Halfhashed

Half a trail is better than none, I suppose. And while I avoided a couple of hills, my trail, including the distance gained when I walked to the start from my house, was a respectable 8K.

The red line is the trail as planned by the Hares. The white line is the handicapped modifications.
So, my trail looked like this with the 3+K walk to the start.
In the ‘hood
Leaving the ‘hood
On the National Highway
Arriving in Barangay Calapacuan (Cal-ah-pock-u-on)
The start of the modified trail at the Calapacuan market street
That’s Pubic Head in the background enjoying his first Hash trail since breaking his ankle a few weeks ago. Buddy Fucker and his gal, Fuck Buddy, and I constituted the group that walked the handicapped trail.
We got this!
Yep, you can see Easter mountain from here.
Our path was mainly the second half of the Hare’s trail. This trail marking indicates we should take a climb up and over Black Rock. “Fuck that!” was our response.
These flat paved streets worked just fine for us.
Good to know where this place is if I ever need me a BJ.
Where does this narrow passageway lead?
We did have one climb ahead of us…a hundred steps or so…
Let’s get on with it, then
Pubic Head takes a breather on the way to the top
Almost there!
The view from here
The first of the runners from the long trail to catch up with us.
Here comes Anal Receptive
Leech My Nuggets, one of the Hares, catches me in this alley near the trail’s end.
Further up the alley, I was surprised to see a former Hasher, Arcel (on the right), and her child. Naturally, I made a cookie delivery.
Our On-Home venue was Smokes and Bottles.
The Hash circle in progress
Um, not to be a dick about it, but…
Another Hash birthday cake, this time for Titanic Dickhead
Not a bad day, all and all.

When the Hash was over, I walked back to Barretto and stopped at Snackbar for my nightcap. It was nice to visit with one of my old favorites there, Heidee, again. During our conversation, she asked me how my girlfriend was doing. I was surprised and told her I didn’t have a girlfriend, then asked what made her think I did. Heidee said to me that Lydell and another Snackbar waitress saw a girl on the Jeepney, and she had a keychain with my picture on it.

One of these.

A friend had gifted me several of those key chains, and I gave them away to some young women I know. I’m unsure who it was on the Jeepney, but she wasn’t my girlfriend. This is just another example of how everyone *thinks* they know your business in this little town. Kinda scary, in a way.

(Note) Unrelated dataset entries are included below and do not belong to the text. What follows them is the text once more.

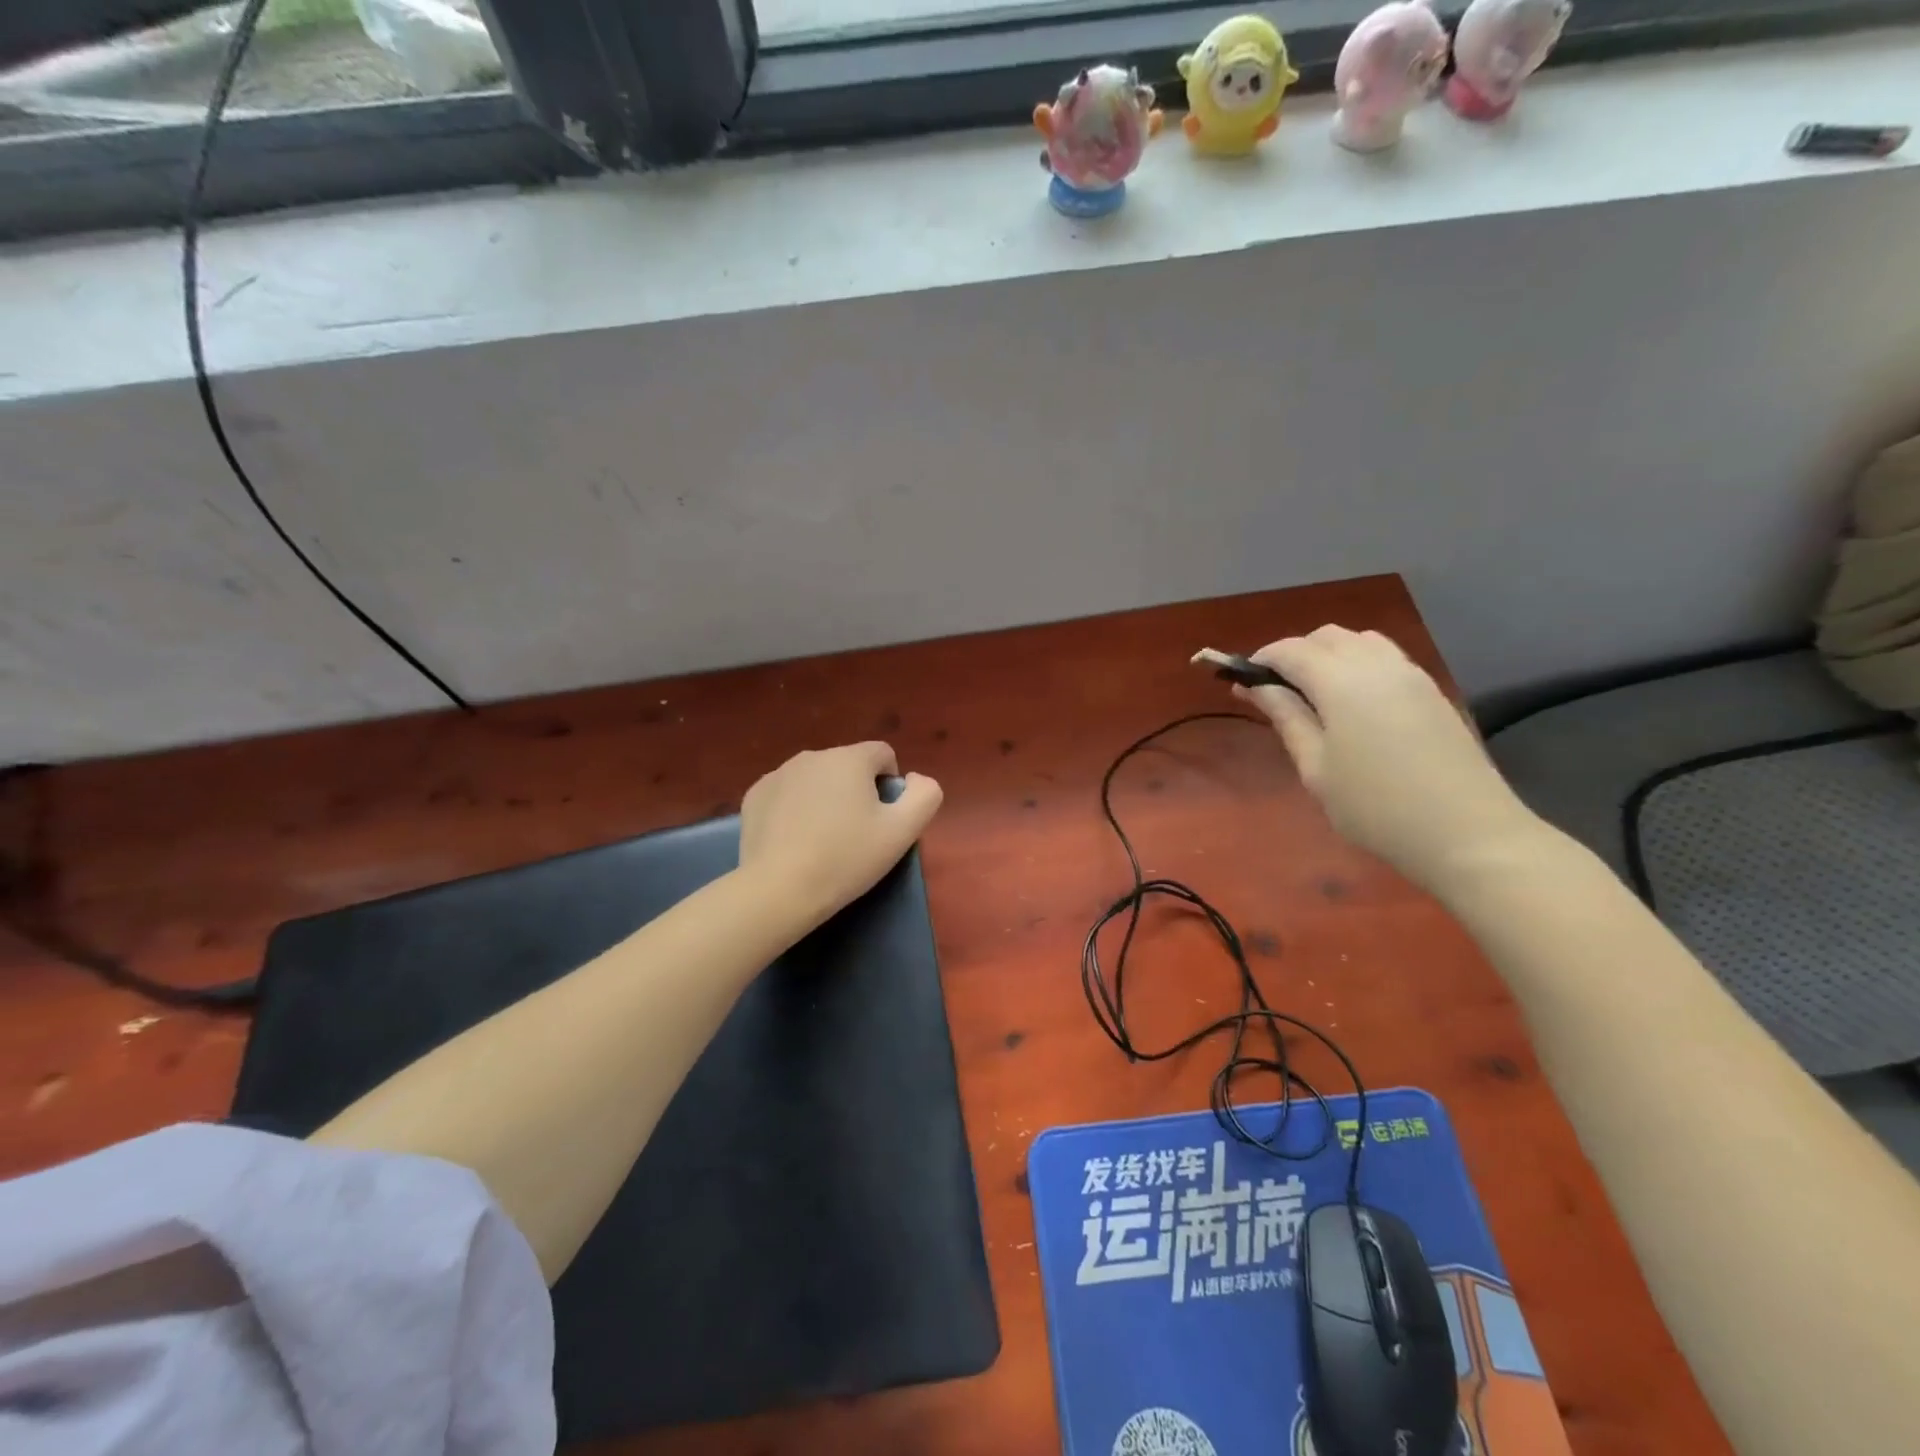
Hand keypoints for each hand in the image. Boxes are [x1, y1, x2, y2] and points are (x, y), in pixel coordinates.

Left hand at [739, 742, 942, 926]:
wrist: (780, 889)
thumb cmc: (847, 858)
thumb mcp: (903, 831)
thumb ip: (925, 795)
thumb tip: (912, 779)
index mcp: (850, 759)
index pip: (883, 754)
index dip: (890, 785)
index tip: (883, 820)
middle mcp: (812, 755)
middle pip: (848, 766)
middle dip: (856, 791)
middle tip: (855, 834)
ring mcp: (778, 773)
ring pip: (816, 779)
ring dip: (825, 798)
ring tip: (822, 840)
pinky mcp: (755, 795)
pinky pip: (787, 793)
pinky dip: (795, 809)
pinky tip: (794, 840)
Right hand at [1231, 626, 1539, 892]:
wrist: (1468, 833)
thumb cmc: (1375, 807)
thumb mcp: (1316, 768)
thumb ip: (1287, 718)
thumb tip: (1255, 687)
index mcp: (1342, 683)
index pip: (1292, 650)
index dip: (1262, 659)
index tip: (1242, 682)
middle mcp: (1377, 665)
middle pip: (1327, 636)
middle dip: (1294, 653)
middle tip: (1276, 691)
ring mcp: (1411, 675)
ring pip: (1360, 640)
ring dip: (1329, 654)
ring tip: (1313, 694)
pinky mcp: (1432, 691)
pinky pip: (1386, 657)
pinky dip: (1358, 664)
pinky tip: (1353, 702)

This provides a good segway to me telling about some edits to yesterday’s post. I had revealed some private and personal information about someone I know, and a regular reader commented that I was wrong to do so. When I took a step back and looked at it again, I realized he was right to call me out on it. It was not my intention to cause anyone pain or shame, but if the information that I shared came back to her, she would likely be devastated. No excuses; I just wasn’t thinking about the potential repercussions. I appreciate that thanks to this reader, I was able to make the edits shortly after publishing the post, and hopefully, no damage was done.

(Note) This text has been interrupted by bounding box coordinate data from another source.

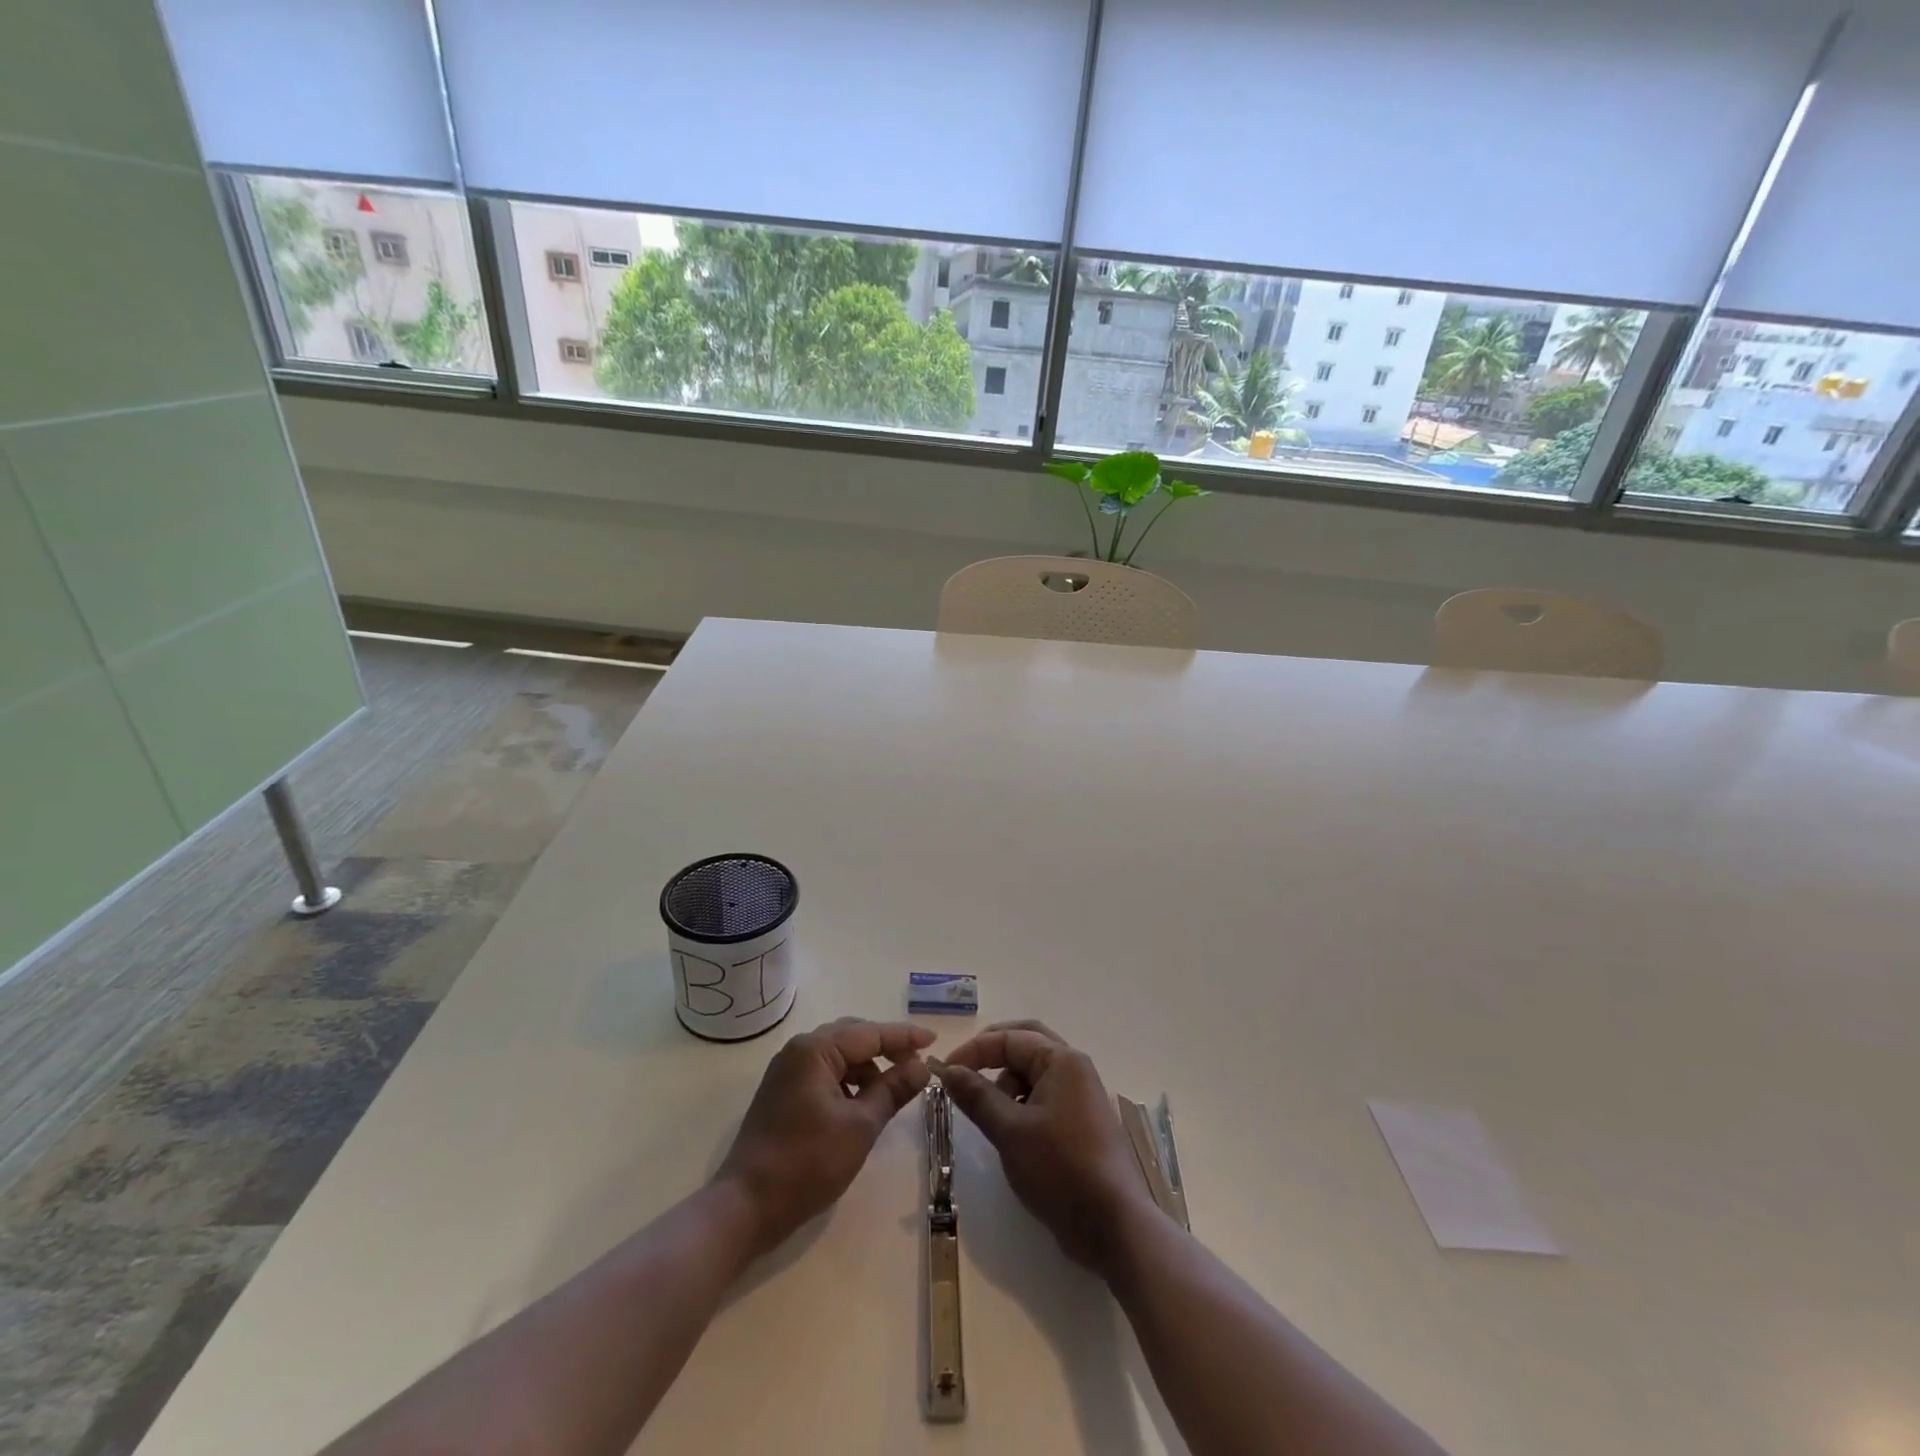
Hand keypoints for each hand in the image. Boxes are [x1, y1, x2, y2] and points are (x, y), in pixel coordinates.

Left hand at [714, 1018, 933, 1257]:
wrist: (745, 1207)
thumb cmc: (806, 1163)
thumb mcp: (860, 1126)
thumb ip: (893, 1090)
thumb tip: (922, 1067)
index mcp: (815, 1049)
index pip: (870, 1033)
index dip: (904, 1037)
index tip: (933, 1040)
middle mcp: (798, 1050)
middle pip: (852, 1036)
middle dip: (886, 1048)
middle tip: (916, 1064)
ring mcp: (787, 1072)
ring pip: (838, 1055)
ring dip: (867, 1066)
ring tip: (893, 1088)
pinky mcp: (782, 1093)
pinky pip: (825, 1072)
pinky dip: (848, 1081)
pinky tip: (863, 1102)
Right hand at [935, 1021, 1154, 1274]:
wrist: (1113, 1225)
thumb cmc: (1059, 1169)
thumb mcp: (1010, 1131)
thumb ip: (977, 1096)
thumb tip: (948, 1070)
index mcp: (1062, 1060)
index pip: (1009, 1038)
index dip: (974, 1050)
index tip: (944, 1072)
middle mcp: (1074, 1068)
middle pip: (1027, 1042)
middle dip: (993, 1052)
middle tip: (964, 1070)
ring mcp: (1081, 1095)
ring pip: (1035, 1070)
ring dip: (1007, 1080)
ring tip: (988, 1112)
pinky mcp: (1081, 1121)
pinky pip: (1045, 1095)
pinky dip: (1022, 1101)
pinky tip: (1009, 1129)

I tend to forget that this blog isn’t a personal diary and that what I share has a potentially larger audience than I imagine. Perhaps some with bad intentions. Like that Dick who tried to use my sketchy history with love (i.e., four marriages) to undermine my relationship with a woman I cared about. You’d think I’d have learned by now.

Are you talking about me? Well, I guess if the shoe fits, I’ll have to wear it.

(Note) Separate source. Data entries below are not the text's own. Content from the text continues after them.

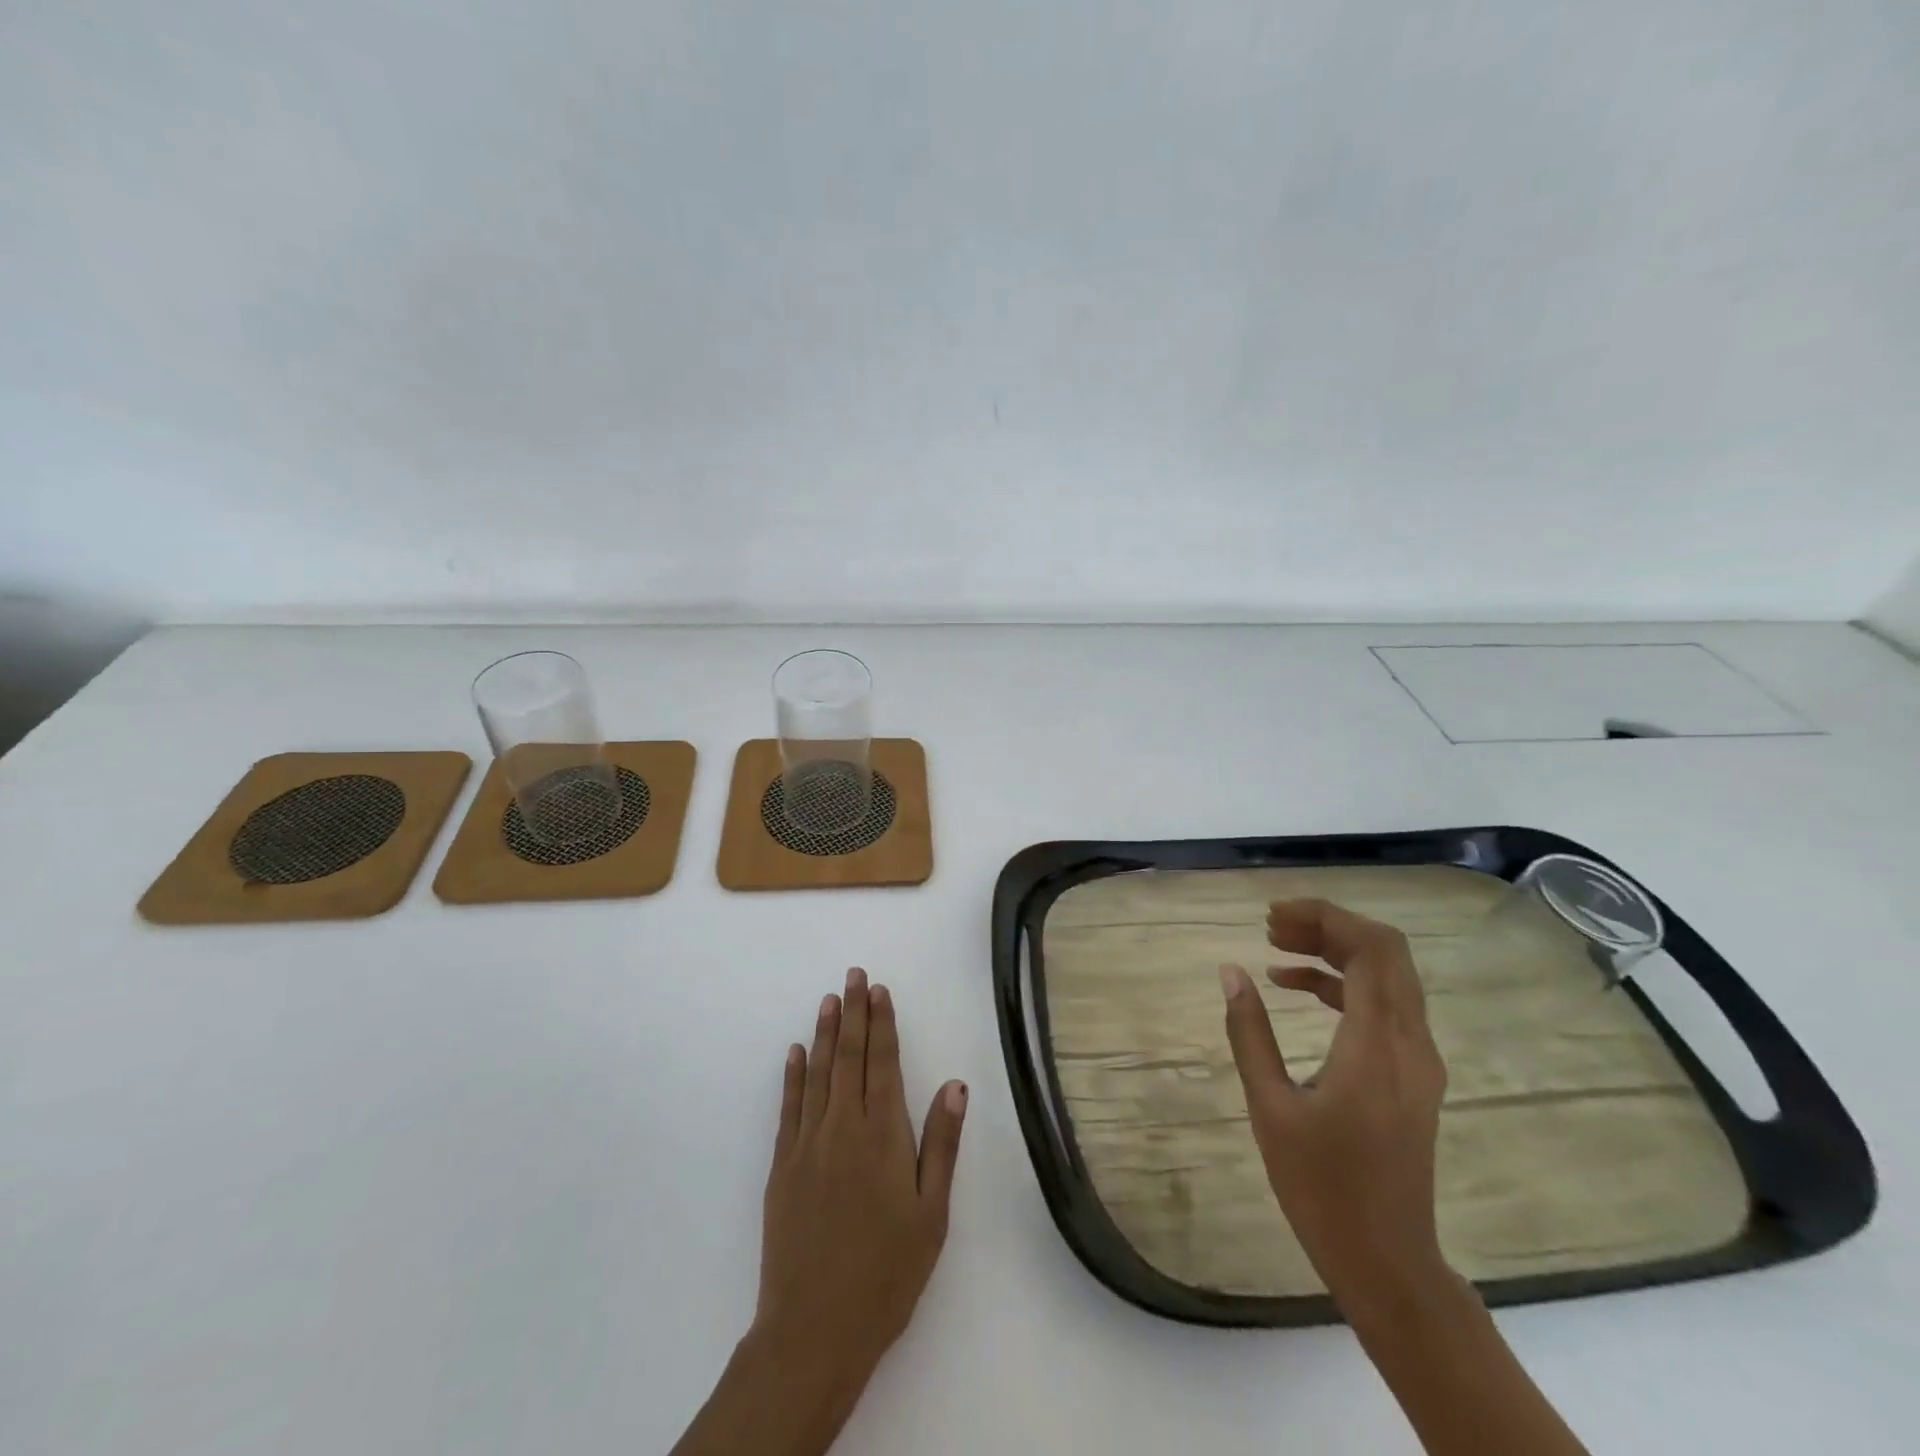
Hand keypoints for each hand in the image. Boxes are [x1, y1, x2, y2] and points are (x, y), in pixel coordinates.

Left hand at [673, 970, 967, 1455]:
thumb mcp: (931, 1214)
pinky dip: (793, 1074)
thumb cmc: (887, 1272)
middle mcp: (843, 1126)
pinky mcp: (782, 1165)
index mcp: (883, 1135)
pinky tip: (796, 1052)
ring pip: (818, 1073)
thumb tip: (954, 1085)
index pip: (883, 1062)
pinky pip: (789, 1106)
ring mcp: (807, 1143)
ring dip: (825, 1033)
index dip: (881, 1023)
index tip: (878, 989)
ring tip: (828, 999)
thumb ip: (941, 1144)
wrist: (814, 1328)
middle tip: (853, 975)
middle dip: (853, 1013)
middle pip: (849, 1057)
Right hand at [1219, 898, 1450, 1321]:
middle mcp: (1410, 1043)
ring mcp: (1418, 1060)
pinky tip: (1296, 989)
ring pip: (1389, 975)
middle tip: (1271, 927)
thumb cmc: (1321, 1187)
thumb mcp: (1270, 1106)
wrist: (1387, 1260)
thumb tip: (1230, 971)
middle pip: (1385, 952)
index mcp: (1377, 1046)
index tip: (1273, 916)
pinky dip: (1344, 984)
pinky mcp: (1413, 1075)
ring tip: (1276, 949)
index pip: (1370, 949)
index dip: (1325, 918)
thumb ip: (1249, 1032)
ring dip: (1336, 952)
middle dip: (1329, 926)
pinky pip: (1386, 1005)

Anyway, I’ll try and do better in the future. I have taken to changing the names of some of the people I write about here. Going forward, I’ll keep in mind that some things may be best left unsaid. But don’t worry, dear readers; I’m quite sure that I’ll continue to serve as a bad example.

2 thoughts on “Halfhashed

  1. This provides a good segway

    That right there is the power of marketing. The personal transport’s brand name is “Segway,” but that brand name is a pun based on the original word: segue (a smooth transition). Sometimes, it’s easier to remember the brand name than the proper term.

    Great-looking hike, and I’m glad to see Scott up and about. He made it through the walk okay, I gather.

    You don’t need to keep flagellating yourself about yesterday’s post. Just hone your moral sense so that your conscience resides on the inside. You don’t want to be in a situation where your conscience is an externalized Greek chorus. Alcohol (for example) can block that chorus out. So can a woman’s warm lips around the old probe thermometer.

  2. Kev, re: segway–It didn’t look right when I wrote it, but then spellcheck didn’t object, so lazy me let it be. I scootered that up for sure!

    Scott did fine, a little slower than usual, perhaps. He said the only time he felt pain was coming down the steps near the end of our hike. Glad to have him back on trail!

    Hmm, alcohol and warm lips…I’ll take some of that!